The base model architecture.

q_aware_model Model

The quantization-aware trained model.

Source code in scirex/core/model_compression/quantization.py
class QuantizationAwareTraining:
    """
    A reusable class for performing quantization-aware training on any dataset.

    Attributes:
        model (tf.keras.Model): The base model architecture.
        q_aware_model (tf.keras.Model): The quantization-aware trained model.
    """

    def __init__(
        self, input_shape, num_classes, filters=12, kernel_size=(3, 3), pool_size=(2, 2)
    ):
        """
        Initializes the model architecture.

        :param input_shape: Shape of input data.
        :param num_classes: Number of output classes.
        :param filters: Number of filters for the Conv2D layer.
        :param kernel_size: Kernel size for the Conv2D layer.
        :param pool_size: Pool size for the MaxPooling2D layer.
        """
        self.model = self._build_model(
            input_shape, num_classes, filters, kernel_size, pool_size
        )
        self.q_aware_model = None

    @staticmethod
    def _build_model(input_shape, num_classes, filters, kernel_size, pool_size):
        """
        Builds the base model architecture.

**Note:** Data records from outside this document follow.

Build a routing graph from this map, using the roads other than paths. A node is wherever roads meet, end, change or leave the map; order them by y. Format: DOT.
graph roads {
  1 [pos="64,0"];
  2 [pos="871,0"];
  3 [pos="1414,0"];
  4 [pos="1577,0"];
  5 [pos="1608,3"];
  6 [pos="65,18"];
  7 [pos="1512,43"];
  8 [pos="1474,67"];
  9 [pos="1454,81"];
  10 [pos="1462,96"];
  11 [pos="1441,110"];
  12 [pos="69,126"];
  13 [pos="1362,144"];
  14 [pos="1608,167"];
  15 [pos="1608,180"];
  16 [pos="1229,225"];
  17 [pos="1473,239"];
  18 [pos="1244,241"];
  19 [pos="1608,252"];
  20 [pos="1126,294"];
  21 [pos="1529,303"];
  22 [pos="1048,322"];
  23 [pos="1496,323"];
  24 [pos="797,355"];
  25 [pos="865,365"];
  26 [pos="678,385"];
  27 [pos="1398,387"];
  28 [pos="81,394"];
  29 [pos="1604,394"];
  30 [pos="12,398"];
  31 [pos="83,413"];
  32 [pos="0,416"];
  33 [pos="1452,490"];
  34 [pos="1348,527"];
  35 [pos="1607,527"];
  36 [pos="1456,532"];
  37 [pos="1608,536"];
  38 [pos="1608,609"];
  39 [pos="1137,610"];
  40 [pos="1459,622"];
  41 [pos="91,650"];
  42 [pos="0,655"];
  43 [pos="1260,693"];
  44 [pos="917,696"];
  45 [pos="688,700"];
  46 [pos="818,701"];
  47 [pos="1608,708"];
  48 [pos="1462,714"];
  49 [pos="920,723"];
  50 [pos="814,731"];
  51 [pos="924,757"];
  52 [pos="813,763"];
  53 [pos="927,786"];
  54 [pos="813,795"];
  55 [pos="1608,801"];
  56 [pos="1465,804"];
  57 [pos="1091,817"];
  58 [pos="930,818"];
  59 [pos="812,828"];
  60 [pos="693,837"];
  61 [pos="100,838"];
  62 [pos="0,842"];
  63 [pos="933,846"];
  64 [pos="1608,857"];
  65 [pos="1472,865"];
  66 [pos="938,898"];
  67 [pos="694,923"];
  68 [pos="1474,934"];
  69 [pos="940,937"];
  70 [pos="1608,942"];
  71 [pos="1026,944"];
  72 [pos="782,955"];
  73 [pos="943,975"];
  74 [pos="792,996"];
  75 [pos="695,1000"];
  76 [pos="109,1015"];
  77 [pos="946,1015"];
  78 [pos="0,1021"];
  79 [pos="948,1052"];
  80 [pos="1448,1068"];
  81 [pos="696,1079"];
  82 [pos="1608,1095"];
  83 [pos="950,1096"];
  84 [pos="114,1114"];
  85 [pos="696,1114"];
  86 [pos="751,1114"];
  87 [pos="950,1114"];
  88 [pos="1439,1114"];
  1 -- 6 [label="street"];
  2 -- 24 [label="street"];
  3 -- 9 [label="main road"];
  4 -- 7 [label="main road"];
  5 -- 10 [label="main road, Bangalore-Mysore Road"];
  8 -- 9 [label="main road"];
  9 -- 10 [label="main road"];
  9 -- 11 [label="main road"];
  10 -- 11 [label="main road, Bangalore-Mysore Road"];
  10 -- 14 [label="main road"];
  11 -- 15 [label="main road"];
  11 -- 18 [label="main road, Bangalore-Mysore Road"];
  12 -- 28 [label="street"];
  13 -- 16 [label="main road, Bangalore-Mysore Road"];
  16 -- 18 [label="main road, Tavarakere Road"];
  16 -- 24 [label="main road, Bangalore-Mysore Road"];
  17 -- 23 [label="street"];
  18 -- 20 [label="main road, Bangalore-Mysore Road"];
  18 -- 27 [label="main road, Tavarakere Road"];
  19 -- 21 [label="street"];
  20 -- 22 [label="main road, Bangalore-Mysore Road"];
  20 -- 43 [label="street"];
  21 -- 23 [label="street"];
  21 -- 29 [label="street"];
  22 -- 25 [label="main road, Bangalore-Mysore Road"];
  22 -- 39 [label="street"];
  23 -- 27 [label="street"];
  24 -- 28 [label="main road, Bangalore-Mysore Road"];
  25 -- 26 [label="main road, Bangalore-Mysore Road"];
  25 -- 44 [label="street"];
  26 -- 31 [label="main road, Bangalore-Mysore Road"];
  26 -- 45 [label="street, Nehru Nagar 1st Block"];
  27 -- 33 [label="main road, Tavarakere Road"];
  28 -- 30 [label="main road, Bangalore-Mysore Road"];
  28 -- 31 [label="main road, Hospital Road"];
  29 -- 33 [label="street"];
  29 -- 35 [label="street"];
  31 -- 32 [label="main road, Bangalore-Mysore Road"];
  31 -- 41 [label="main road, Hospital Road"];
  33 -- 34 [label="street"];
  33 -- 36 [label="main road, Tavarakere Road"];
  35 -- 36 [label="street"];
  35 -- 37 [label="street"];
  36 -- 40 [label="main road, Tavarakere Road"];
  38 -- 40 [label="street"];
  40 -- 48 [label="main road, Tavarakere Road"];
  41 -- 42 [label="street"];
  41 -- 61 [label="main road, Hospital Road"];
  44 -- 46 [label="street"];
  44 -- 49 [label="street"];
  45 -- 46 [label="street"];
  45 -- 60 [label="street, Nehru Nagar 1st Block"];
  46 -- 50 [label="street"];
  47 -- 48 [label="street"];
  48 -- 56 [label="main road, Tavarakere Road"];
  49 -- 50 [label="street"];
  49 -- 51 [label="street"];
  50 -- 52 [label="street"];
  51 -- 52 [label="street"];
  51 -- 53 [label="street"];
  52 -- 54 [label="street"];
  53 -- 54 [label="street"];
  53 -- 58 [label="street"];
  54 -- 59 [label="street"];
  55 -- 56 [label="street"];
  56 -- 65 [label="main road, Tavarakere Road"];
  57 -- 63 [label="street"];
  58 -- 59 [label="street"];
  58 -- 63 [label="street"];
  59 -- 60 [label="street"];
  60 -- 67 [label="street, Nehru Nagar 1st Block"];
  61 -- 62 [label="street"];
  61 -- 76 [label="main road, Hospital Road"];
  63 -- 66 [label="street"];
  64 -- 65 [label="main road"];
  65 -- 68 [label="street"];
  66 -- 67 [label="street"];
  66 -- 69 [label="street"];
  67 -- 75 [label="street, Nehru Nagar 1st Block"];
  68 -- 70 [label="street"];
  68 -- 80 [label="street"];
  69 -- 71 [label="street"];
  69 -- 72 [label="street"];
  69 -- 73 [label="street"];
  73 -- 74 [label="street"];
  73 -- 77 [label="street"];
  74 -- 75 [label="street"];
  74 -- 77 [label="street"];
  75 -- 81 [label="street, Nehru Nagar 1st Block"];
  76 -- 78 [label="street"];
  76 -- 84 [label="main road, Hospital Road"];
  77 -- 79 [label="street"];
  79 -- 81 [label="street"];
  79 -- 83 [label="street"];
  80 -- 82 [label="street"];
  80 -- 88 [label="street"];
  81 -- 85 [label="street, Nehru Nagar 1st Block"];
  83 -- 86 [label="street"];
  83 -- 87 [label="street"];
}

        :param input_shape: Shape of input data.
        :param num_classes: Number of output classes.
        :param filters: Number of filters for the Conv2D layer.
        :param kernel_size: Kernel size for the Conv2D layer.
        :param pool_size: Pool size for the MaxPooling2D layer.
        :return: A Keras model.
        """
        model = tf.keras.Sequential(
            [
                tf.keras.layers.InputLayer(input_shape=input_shape),
                tf.keras.layers.Reshape(target_shape=input_shape + (1,)),
                tf.keras.layers.Conv2D(
                    filters=filters, kernel_size=kernel_size, activation="relu"
                ),
                tf.keras.layers.MaxPooling2D(pool_size=pool_size),
                tf.keras.layers.Flatten(),
                tf.keras.layers.Dense(num_classes),
            ]
        )
        return model

    def train(self, train_data, train_labels, epochs=10, validation_split=0.1):
        """
        Trains the base model.

        :param train_data: Training dataset.
        :param train_labels: Training labels.
        :param epochs: Number of training epochs.
        :param validation_split: Fraction of training data for validation.
        """
        self.model.compile(
            optimizer="adam",
            loss=tf.keras.losses.SparseCategoricalCrossentropy(from_logits=True),
            metrics=["accuracy"],
        )
        self.model.fit(
            train_data,
            train_labels,
            epochs=epochs,
            validation_split=validation_split,
            callbacks=[
                tf.keras.callbacks.EarlyStopping(
                    monitor="val_loss", patience=3, restore_best_weights=True
                )
            ],
        )

    def apply_quantization_aware_training(self):
        """
        Applies quantization-aware training to the base model.
        """
        quantize_model = tfmot.quantization.keras.quantize_model
        self.q_aware_model = quantize_model(self.model)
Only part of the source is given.